- Flaxley Location in South Australia
- Coordinates: 35°08′14″S 138°49′21″E﻿ / ﻿35.13722°S 138.82250°E
- Population: 177 (SAL 2021)
- Postcode(s): 5153
- Location: 39 km (24 mi) from Adelaide ; 11 km (7 mi) south of Hahndorf ;
- LGA(s): District Council of Mount Barker
- State electorate(s): Heysen
- Federal division(s): Mayo
Localities around Flaxley:
| Echunga |  | Mount Barker |
|  | Flaxley | Bugle Ranges |
| Meadows | Green Hills Range | Macclesfield |

= Flaxley, South Australia =

Flaxley is a small settlement in the Adelaide Hills located 39 km south-east of the centre of the city of Adelaide in South Australia. It is situated in-between the larger towns of Echunga, Macclesfield and Meadows.

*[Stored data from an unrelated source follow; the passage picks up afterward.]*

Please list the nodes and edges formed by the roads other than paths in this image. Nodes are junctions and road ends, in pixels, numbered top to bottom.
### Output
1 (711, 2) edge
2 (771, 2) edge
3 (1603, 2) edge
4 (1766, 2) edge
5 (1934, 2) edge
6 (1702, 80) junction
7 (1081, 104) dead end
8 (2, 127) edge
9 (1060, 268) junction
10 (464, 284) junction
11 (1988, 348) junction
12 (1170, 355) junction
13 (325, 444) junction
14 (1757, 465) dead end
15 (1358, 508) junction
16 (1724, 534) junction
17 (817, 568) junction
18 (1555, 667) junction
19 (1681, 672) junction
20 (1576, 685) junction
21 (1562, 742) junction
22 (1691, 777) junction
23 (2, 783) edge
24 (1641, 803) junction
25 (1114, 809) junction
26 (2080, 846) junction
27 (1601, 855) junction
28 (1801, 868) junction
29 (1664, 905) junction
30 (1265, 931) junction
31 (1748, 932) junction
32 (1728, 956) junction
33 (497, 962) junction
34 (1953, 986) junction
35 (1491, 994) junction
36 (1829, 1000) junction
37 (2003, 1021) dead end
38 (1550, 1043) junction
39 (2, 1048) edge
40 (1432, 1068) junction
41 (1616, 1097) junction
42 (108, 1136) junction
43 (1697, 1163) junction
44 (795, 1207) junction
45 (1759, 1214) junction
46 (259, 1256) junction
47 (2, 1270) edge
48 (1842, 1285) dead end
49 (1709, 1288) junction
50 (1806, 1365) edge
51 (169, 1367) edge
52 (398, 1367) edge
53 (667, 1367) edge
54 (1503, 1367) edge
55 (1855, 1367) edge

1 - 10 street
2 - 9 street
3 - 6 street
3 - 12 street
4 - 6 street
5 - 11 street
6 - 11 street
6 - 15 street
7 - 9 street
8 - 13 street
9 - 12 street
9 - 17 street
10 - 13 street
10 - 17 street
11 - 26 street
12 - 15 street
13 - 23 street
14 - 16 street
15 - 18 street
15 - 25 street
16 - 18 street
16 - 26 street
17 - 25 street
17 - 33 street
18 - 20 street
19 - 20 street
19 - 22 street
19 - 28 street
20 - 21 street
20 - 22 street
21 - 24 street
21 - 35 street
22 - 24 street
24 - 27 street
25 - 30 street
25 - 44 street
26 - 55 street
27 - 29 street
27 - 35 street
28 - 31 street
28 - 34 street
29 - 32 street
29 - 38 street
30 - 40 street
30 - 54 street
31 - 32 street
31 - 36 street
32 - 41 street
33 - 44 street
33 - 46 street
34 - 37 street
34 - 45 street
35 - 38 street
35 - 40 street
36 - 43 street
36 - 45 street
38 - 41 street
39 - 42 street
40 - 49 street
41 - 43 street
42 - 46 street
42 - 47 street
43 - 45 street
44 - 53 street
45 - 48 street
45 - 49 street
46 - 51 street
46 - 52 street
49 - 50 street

It is based near the property "Battunga" meaning "rolling hills" in Aboriginal vocabulary. The property was purchased by English settler Robert Davenport in 1843. After Robert died in 1896, the property remained in the Davenport family until 1914 when it was purchased by Professor William Lowrie, agriculturalist and Principal of Roseworthy Agricultural College, South Australia. Professor Lowrie was able to carry out much important research at Battunga, including work on the use of super-phosphate on South Australian farms.

The first church in Flaxley was built on the property which also served as a school. A Methodist church (which is now Uniting) was built in 1874. From 1899 to 1943 it was also used as a school.

Although small, Flaxley is a historically important link in the regions history. It has a church, tennis club and a community hall. The name is taken from the village Flaxley in Gloucestershire. Flaxley is part of the Battunga Country region in the Southern Mount Lofty Ranges.